Медведь зарычал и стал медленно обходить дома, по линии, где когда-то стояли бревенчатые, крашенные зеленой краской стены. Земля, на которую он ступал, загоралась алым огнем. Когда кольцо пламени сомкнулось, медведь исчез.

Фросю трясло от ужаса. Собрав оставшиеся силы, девочка попыталась вырваться из огненной ловушки, но не смогла. Она оказалась запертой в горящем доме, восставшем из прошлого. Едкий дым заползал через щели и отравлял воздух. Девочка бросалась от одного окна к другому, но все они были заперты, двойные рамы стояли крепко, дверь тоже не поддавалась, потому что была закрыта снаружи на большой амбарный замок.
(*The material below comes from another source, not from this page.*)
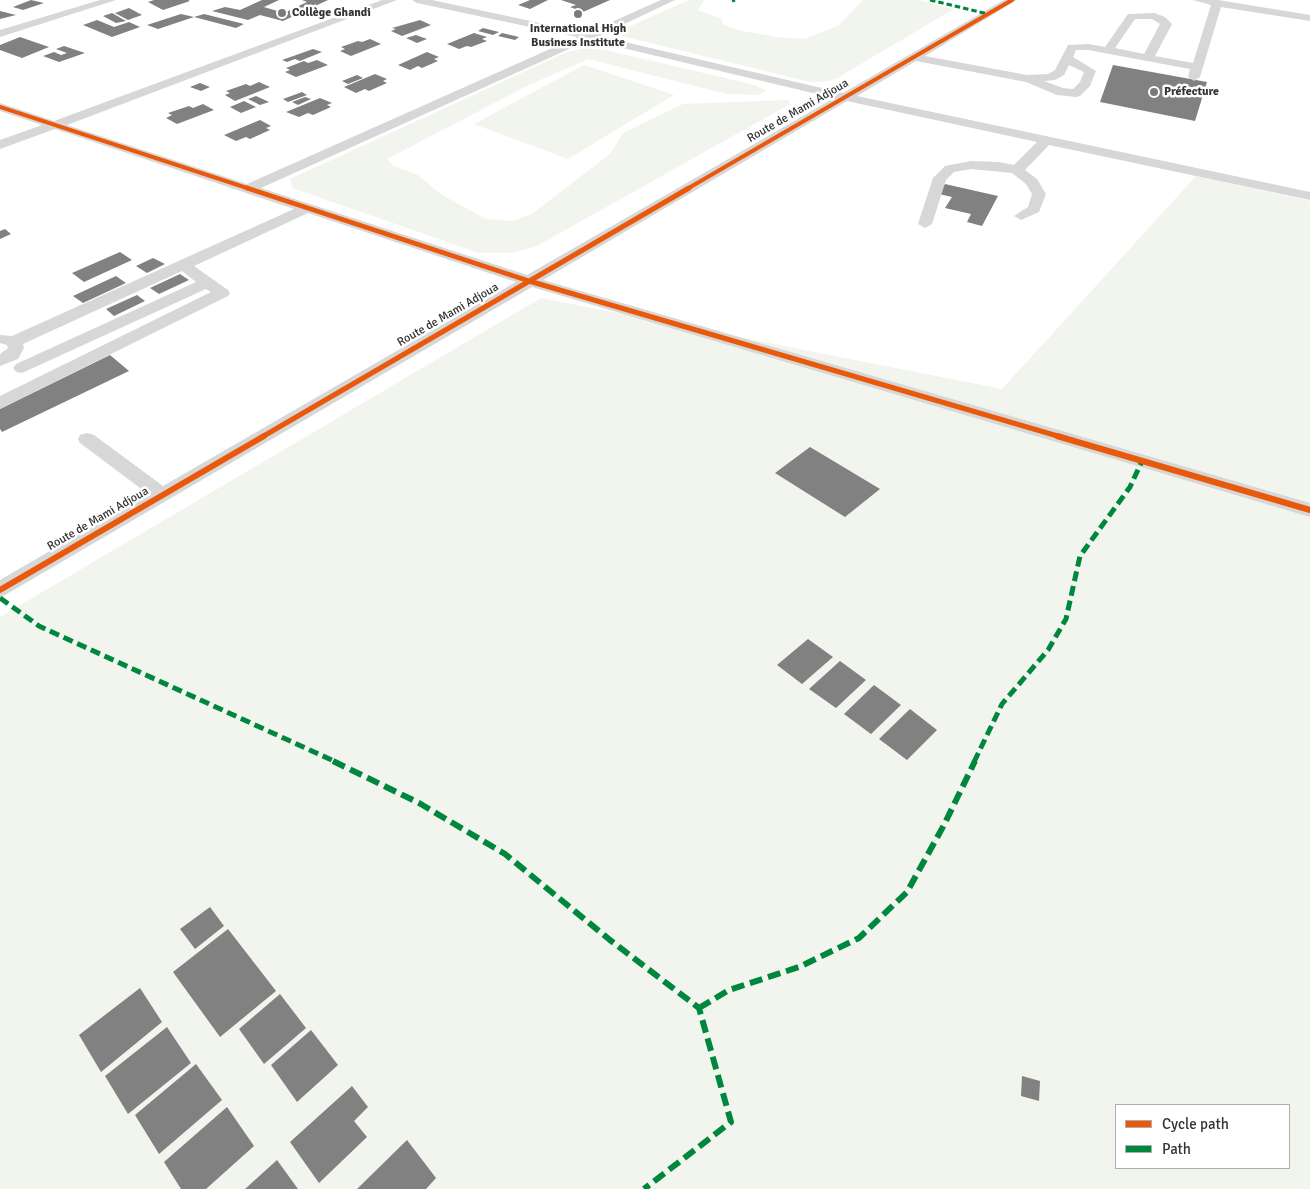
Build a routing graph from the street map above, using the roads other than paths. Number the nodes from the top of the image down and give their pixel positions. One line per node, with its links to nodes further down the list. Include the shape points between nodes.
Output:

Задыхаясь от дыма, пытаясь найти хоть какой-то выход из огненного ада, девочка забежала в маленькую комнатку за печкой. Там в кроватках тихо спали дети.

– Вставайте! Пожар! Пожар! – кричала Фрося, стараясь их разбудить. Она трясла спящих за плечи, но те не двигались и не откликались.

Настасьины дети уже были мертвы. Они не увидели той смерти, которая забрала их из родного дома. Они уснули, а потом проснулись. Но уже в другом, вечном и прекрасном мире.

Фрося закашлялась, теряя последний воздух, который оставался в легких, и упала на пол.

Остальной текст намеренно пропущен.